[Source data]
*****

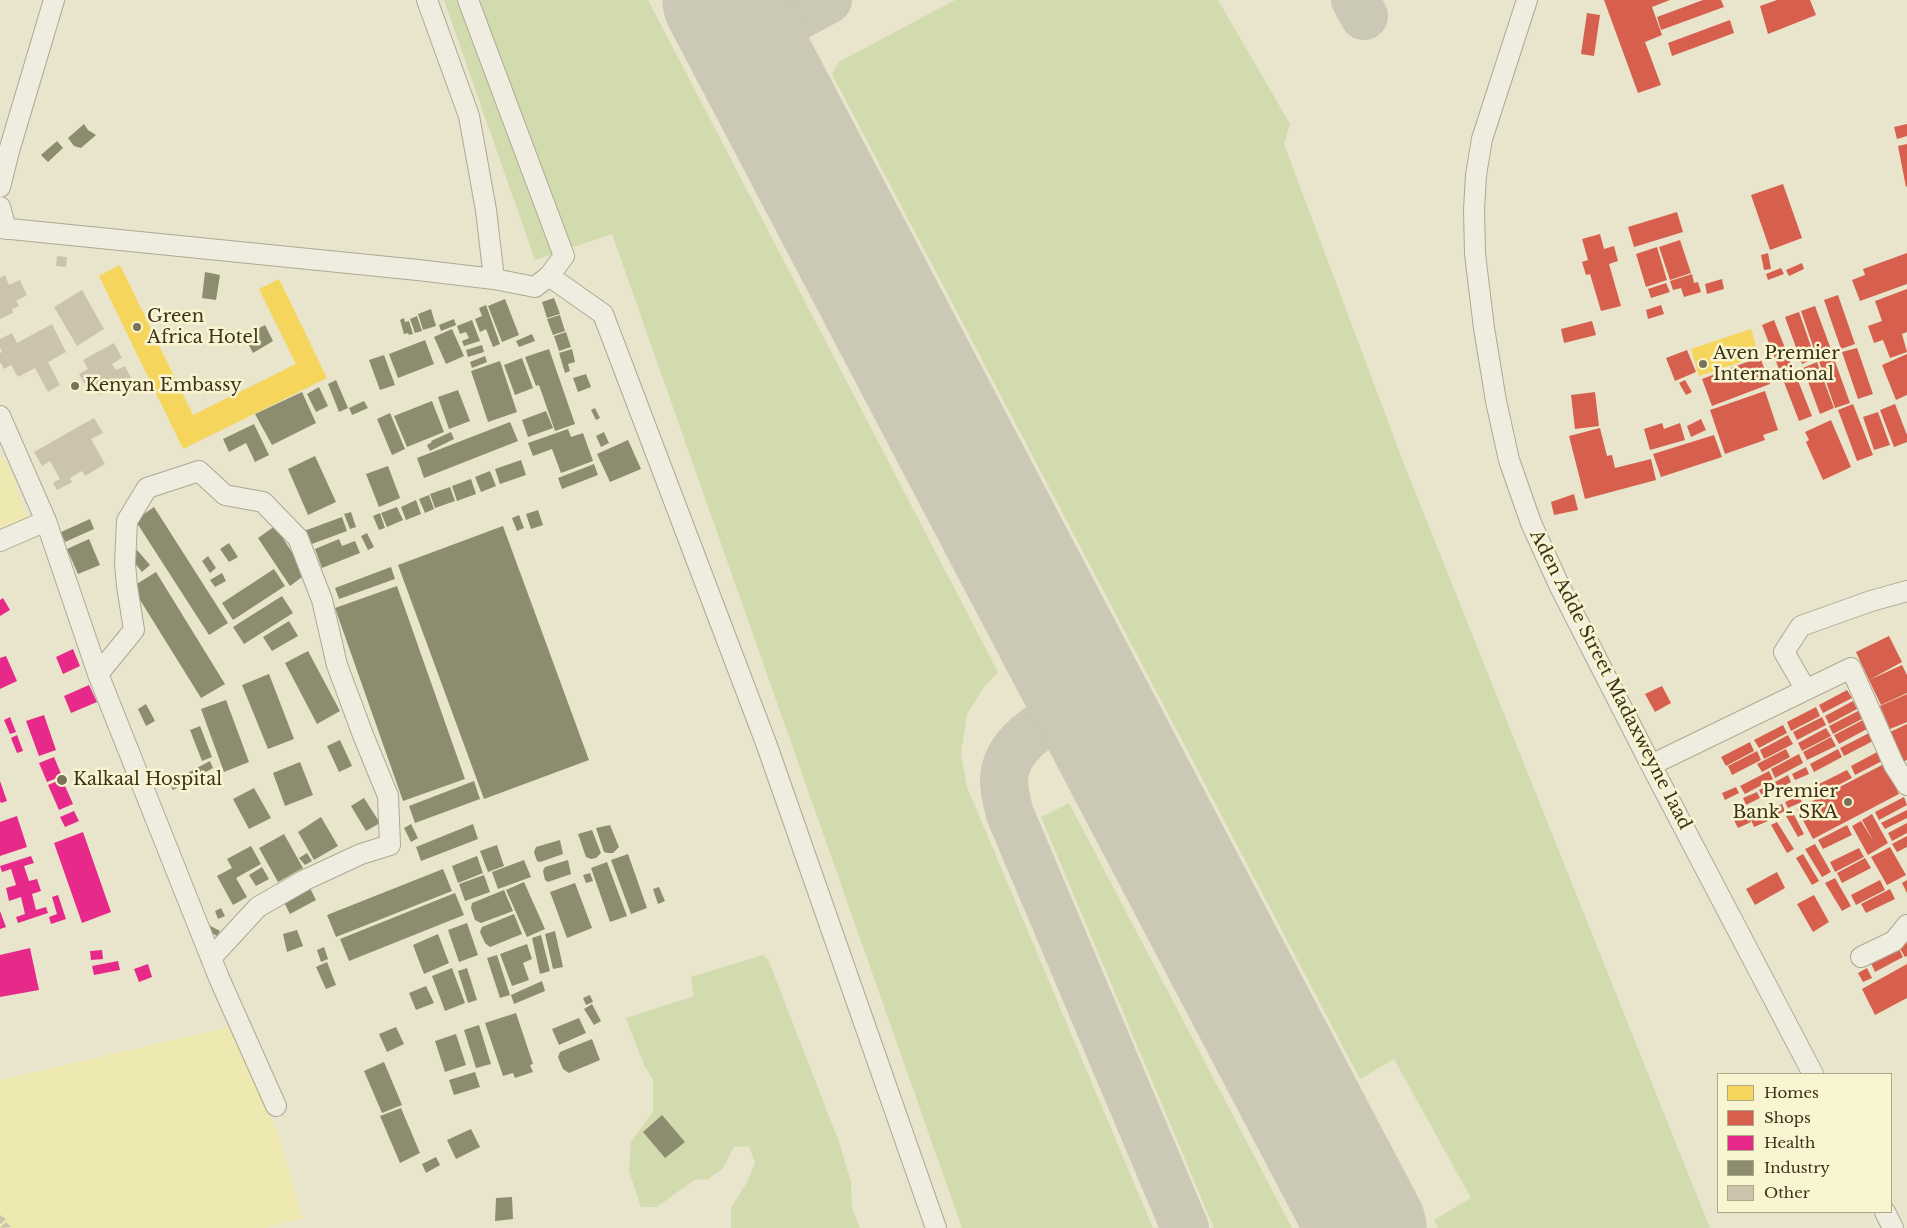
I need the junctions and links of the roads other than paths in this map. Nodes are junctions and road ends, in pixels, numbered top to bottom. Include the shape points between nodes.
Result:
1 (54, 0) edge
2 (427, 0) edge
3 (468, 0) edge
4 (1527, 0) edge
5 (0, 187) edge
6 (0, 207) edge
7 (3, 228) edge
8 (549, 276) junction
9 (494, 279) junction
10 (0, 416) edge
11 (46, 521) junction
12 (0, 541) edge
13 (1907, 591) edge
14 (98, 674) junction
15 (1806, 690) junction
16 (1651, 765) junction
17 (1907, 785) edge
18 (1907, 925) edge
19 (1861, 957) dead end
20 (211, 958) junction
21 (1812, 1073) edge
22 (276, 1106) dead end
23 (1886, 1213) edge
24 (936, 1228) edge
25 (1894, 1228) edge

1 - 5 street
2 - 9 street via 468,116 486,210
3 - 8 street via 564,256
4 - 16 street, Aden Adde Street Madaxweyne 1aad via 1482,139 1476,175 1475,254 1484,328 1510,460 1531,523
6 - 7 street
7 - 9 street
8 - 9 street via 535,287
8 - 24 street via 603,314 766,743
10 - 11 street
11 - 12 street
11 - 14 street
13 - 15 street via 1801,626 1784,652
14 - 20 street
14 - 20 street via 134,630 126,586 127,521 147,488 199,471 225,496 263,502 298,538 322,600 336,665 388,796 390,845 361,854 305,880 258,908
15 - 16 street
15 - 17 street via 1852,668 1894,766
16 - 21 street, Aden Adde Street Madaxweyne 1aad
18 - 19 street via 1894,941
20 - 22 street
23 - 25 street

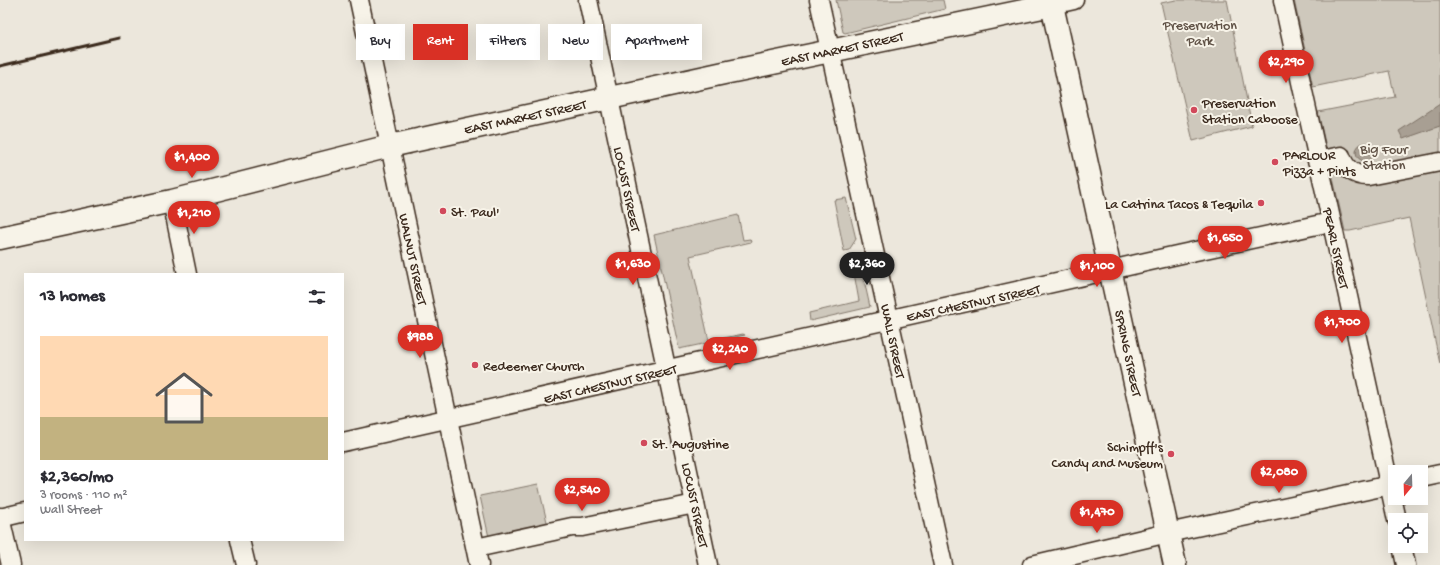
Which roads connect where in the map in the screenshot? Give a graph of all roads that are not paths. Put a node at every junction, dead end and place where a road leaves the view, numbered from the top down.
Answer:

*****

• [Task directions]
Quote the data above in full, leaving out the pictures it holds.

• [Your solution]
I need the junctions and links of the roads other than paths in this map. Nodes are junctions and road ends, in pixels, numbered top to bottom. Include the shape points between nodes.
Result:
1 (54, 0) edge
2 (427, 0) edge
3 (468, 0) edge
4 (1527, 0) edge
5 (0, 187) edge
6 (0, 207) edge
7 (3, 228) edge
8 (549, 276) junction
9 (494, 279) junction
10 (0, 416) edge
11 (46, 521) junction
12 (0, 541) edge
13 (1907, 591) edge
14 (98, 674) junction
15 (1806, 690) junction
16 (1651, 765) junction
17 (1907, 785) edge
18 (1907, 925) edge
19 (1861, 957) dead end
20 (211, 958) junction
21 (1812, 1073) edge
22 (276, 1106) dead end
23 (1886, 1213) edge
24 (936, 1228) edge
25 (1894, 1228) edge

1 - 5 street
2 - 9 street via 468,116 486,210
3 - 8 street via 564,256
4 - 16 street, Aden Adde Street Madaxweyne 1aad via 1482,139 1476,175 1475,254 1484,328 1510,460 1531,523
6 - 7 street
7 - 9 street
8 - 9 street via 535,287
8 - 24 street via 603,314 766,743
10 - 11 street
11 - 12 street
11 - 14 street
13 - 15 street via 1801,626 1784,652
14 - 20 street
14 - 20 street via 134,630 126,586 127,521 147,488 199,471 225,496 263,502 298,538 322,600 336,665 388,796 390,845 361,854 305,880 258,908
15 - 16 street
15 - 17 street via 1852,668 1894,766
16 - 21 street, Aden Adde Street Madaxweyne 1aad
18 - 19 street via 1894,941
20 - 22 street
23 - 25 street

Which roads connect where in the map in the screenshot? Give a graph of all roads that are not paths. Put a node at every junction, dead end and place where a road leaves the view, numbered from the top down.
Answer:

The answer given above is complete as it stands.